__Task instructions__. The answer is a single number: the count of lines in the records below that contain the word "roads".

__Exercise material__.
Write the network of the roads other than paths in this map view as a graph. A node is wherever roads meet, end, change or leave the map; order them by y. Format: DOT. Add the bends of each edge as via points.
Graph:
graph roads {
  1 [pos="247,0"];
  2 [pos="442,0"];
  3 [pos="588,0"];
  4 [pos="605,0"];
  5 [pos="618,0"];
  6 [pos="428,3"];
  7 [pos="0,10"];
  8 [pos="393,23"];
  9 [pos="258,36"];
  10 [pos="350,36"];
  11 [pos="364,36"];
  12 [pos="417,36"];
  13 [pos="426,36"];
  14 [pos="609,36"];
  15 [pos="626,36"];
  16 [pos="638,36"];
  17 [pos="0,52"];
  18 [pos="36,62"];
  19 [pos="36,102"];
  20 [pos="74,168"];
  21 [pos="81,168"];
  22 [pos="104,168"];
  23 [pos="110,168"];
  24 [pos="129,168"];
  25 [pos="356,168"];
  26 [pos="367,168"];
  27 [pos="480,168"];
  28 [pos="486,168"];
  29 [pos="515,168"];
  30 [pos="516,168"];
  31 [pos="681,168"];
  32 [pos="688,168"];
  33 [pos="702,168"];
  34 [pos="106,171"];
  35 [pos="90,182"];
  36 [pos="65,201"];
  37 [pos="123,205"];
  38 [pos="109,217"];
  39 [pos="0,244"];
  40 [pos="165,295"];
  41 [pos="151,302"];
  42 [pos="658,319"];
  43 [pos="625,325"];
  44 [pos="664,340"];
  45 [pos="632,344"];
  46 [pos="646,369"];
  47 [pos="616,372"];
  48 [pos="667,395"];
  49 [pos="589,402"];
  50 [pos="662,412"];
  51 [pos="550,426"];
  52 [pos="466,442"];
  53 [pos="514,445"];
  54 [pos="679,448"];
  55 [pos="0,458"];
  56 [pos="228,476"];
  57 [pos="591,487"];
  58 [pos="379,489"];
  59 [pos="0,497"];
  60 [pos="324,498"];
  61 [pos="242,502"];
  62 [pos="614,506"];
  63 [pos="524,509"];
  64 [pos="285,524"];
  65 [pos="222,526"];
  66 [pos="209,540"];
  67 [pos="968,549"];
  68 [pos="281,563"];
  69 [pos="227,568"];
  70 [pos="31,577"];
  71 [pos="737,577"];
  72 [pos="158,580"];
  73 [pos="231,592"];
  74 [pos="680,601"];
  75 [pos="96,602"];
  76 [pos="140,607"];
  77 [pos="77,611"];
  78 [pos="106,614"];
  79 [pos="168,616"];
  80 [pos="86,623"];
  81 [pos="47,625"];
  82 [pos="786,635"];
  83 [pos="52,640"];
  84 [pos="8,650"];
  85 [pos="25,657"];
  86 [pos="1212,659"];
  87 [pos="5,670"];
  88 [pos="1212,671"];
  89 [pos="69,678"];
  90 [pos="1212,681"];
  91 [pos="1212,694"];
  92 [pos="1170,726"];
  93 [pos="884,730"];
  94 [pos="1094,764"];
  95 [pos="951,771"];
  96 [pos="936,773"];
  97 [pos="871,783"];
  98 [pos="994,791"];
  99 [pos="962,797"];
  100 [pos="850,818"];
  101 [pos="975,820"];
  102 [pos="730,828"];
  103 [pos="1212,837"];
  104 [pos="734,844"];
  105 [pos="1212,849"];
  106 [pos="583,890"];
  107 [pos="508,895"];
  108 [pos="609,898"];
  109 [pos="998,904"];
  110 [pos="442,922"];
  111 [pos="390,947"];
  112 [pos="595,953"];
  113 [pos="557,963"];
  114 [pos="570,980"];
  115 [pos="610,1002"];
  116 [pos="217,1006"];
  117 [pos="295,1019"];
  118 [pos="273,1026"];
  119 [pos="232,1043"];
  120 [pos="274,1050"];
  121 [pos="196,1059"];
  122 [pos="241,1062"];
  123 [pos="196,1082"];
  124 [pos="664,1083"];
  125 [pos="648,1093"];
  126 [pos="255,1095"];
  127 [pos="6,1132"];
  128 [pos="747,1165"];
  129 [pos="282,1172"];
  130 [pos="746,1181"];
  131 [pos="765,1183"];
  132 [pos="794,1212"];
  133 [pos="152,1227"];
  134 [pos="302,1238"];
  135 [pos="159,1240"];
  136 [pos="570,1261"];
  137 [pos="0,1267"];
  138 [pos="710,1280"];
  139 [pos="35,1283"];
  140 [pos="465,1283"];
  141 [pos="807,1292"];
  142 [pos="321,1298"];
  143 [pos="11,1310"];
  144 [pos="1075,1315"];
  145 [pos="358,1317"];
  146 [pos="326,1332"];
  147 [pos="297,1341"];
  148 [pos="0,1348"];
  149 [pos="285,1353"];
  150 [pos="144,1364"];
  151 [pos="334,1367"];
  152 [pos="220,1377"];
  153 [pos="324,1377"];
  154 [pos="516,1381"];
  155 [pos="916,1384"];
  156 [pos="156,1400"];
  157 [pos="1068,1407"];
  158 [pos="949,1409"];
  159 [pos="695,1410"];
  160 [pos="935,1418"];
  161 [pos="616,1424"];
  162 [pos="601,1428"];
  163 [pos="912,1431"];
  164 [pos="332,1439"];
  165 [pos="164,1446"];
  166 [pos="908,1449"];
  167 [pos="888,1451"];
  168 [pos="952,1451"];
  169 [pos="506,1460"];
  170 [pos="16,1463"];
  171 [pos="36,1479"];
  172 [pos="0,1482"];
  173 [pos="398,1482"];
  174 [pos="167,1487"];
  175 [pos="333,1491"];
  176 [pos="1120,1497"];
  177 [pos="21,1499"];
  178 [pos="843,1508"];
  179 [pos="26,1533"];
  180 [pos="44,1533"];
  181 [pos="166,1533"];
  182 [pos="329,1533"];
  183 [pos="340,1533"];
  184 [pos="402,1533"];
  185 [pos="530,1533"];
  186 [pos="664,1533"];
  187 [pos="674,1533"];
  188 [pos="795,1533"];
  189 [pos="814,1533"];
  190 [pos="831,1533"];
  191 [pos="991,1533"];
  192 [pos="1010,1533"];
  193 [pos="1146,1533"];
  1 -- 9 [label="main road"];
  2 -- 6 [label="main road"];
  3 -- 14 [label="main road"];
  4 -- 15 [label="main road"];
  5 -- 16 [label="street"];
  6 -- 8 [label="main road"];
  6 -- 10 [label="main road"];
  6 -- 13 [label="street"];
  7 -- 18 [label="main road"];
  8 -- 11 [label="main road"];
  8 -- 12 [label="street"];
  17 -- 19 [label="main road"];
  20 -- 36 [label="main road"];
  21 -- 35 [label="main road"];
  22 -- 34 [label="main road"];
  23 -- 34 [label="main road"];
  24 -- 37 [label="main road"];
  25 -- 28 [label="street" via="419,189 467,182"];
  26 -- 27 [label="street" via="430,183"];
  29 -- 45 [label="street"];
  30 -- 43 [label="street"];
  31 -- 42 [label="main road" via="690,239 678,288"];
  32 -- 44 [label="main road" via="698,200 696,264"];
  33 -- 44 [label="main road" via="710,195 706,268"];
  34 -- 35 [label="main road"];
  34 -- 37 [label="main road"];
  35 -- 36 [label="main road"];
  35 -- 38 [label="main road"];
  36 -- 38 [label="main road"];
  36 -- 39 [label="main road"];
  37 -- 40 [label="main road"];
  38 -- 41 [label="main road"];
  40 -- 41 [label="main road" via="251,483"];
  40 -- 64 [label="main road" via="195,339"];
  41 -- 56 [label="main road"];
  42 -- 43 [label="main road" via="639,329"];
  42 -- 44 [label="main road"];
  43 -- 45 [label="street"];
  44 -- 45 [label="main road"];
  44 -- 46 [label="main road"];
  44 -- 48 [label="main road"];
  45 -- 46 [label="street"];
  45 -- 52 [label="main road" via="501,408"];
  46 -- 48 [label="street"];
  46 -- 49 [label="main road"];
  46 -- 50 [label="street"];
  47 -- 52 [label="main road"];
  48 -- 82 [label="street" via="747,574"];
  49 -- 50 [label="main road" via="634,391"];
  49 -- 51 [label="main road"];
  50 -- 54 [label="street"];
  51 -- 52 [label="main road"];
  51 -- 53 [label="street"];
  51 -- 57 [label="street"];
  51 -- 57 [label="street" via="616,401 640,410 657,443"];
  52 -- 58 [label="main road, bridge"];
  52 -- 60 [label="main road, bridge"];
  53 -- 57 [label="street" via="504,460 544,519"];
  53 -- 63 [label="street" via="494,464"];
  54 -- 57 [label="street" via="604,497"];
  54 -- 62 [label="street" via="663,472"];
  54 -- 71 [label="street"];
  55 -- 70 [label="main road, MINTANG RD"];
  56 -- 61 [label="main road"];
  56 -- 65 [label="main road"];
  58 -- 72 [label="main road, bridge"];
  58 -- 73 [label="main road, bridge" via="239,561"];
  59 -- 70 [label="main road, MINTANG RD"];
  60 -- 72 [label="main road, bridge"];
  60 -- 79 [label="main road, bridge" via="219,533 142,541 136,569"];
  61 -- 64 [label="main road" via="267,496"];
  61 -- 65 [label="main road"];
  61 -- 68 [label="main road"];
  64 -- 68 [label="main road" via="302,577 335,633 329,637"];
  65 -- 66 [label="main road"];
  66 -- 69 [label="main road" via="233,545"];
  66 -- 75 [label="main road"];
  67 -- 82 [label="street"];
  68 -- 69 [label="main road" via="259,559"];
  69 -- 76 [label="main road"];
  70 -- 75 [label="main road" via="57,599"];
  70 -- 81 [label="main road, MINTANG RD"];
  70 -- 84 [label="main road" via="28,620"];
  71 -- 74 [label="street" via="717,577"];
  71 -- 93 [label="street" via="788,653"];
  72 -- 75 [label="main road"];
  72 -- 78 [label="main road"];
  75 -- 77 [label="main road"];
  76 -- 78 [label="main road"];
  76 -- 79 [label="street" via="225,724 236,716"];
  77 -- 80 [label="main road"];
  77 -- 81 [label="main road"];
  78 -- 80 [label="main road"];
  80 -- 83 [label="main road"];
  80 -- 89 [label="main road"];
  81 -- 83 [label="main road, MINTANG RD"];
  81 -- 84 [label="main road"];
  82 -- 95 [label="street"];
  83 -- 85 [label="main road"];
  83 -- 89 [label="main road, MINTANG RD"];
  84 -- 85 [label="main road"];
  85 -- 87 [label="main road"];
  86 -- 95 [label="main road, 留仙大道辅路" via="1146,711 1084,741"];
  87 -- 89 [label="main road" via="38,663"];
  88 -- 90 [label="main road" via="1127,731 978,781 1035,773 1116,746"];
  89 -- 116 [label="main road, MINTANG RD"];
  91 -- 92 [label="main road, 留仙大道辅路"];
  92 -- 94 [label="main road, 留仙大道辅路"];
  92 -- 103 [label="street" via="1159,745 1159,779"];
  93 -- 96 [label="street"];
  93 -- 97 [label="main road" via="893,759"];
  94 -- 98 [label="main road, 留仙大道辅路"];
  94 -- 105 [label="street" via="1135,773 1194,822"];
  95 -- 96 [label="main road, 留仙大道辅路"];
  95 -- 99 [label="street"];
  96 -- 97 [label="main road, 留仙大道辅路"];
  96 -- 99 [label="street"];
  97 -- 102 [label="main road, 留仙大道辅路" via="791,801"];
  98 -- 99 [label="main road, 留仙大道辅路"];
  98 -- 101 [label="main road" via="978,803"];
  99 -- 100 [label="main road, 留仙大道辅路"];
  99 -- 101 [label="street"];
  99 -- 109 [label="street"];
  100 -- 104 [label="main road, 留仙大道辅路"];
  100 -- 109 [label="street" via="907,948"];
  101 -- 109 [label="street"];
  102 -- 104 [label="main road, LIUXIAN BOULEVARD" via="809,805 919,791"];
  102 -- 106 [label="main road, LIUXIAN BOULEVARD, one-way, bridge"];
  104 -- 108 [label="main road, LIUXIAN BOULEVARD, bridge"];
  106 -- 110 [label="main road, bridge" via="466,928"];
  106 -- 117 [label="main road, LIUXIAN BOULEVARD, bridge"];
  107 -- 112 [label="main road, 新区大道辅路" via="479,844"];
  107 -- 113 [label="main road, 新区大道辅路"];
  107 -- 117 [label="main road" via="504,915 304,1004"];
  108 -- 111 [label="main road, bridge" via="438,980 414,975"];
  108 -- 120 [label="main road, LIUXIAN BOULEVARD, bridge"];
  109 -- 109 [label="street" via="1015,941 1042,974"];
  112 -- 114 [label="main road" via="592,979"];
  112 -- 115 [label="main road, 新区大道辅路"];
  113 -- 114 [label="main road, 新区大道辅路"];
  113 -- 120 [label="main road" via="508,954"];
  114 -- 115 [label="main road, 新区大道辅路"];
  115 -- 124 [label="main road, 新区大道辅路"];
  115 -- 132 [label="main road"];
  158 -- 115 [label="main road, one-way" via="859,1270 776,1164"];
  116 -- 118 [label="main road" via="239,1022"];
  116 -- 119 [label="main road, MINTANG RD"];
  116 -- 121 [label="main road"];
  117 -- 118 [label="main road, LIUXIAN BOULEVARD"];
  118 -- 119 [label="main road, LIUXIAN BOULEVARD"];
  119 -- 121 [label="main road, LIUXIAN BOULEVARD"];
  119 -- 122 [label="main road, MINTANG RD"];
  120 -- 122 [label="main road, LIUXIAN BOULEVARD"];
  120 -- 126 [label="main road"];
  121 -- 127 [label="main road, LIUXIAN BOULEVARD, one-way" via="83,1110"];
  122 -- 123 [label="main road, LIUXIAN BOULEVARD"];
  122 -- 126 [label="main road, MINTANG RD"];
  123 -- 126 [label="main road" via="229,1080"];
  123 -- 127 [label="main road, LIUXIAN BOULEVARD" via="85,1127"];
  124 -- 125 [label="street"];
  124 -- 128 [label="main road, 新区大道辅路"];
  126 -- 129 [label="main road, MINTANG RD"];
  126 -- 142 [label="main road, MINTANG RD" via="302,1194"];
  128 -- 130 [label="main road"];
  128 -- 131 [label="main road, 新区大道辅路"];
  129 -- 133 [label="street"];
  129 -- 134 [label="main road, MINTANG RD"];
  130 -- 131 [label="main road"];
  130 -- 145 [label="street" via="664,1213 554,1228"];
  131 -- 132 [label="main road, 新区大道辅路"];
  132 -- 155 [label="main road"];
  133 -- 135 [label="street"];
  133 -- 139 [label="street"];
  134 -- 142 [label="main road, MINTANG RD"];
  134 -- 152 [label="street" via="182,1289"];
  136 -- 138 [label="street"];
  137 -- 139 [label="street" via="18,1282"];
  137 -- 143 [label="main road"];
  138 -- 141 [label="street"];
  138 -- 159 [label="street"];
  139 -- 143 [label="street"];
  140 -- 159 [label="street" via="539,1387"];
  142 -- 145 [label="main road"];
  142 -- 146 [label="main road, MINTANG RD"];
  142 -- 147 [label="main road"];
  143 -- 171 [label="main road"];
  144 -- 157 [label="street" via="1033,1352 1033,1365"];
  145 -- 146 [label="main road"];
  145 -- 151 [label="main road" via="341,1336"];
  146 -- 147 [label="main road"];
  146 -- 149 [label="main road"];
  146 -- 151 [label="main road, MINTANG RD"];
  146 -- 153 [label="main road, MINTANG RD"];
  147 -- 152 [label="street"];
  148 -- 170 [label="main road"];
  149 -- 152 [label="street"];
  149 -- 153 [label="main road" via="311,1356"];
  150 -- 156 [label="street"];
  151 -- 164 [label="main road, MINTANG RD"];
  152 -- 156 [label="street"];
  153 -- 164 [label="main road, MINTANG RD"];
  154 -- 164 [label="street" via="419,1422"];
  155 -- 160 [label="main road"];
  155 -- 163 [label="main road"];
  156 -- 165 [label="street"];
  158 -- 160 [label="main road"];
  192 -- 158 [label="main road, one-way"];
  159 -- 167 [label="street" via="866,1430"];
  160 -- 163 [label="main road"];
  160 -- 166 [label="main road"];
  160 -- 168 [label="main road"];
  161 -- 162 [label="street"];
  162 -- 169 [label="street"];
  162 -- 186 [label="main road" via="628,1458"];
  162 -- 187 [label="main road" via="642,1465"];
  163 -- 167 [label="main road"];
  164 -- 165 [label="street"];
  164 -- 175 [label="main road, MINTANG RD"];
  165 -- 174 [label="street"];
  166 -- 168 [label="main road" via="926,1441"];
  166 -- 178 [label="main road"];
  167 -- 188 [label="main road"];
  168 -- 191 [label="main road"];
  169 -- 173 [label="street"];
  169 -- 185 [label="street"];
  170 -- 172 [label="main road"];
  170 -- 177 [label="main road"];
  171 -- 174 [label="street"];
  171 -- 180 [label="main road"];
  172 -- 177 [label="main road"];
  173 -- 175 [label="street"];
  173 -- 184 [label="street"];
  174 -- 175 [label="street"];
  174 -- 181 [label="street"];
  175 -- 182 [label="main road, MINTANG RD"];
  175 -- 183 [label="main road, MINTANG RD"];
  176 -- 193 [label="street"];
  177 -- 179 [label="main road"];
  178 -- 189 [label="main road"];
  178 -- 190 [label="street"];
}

__Result of the exercise__. 2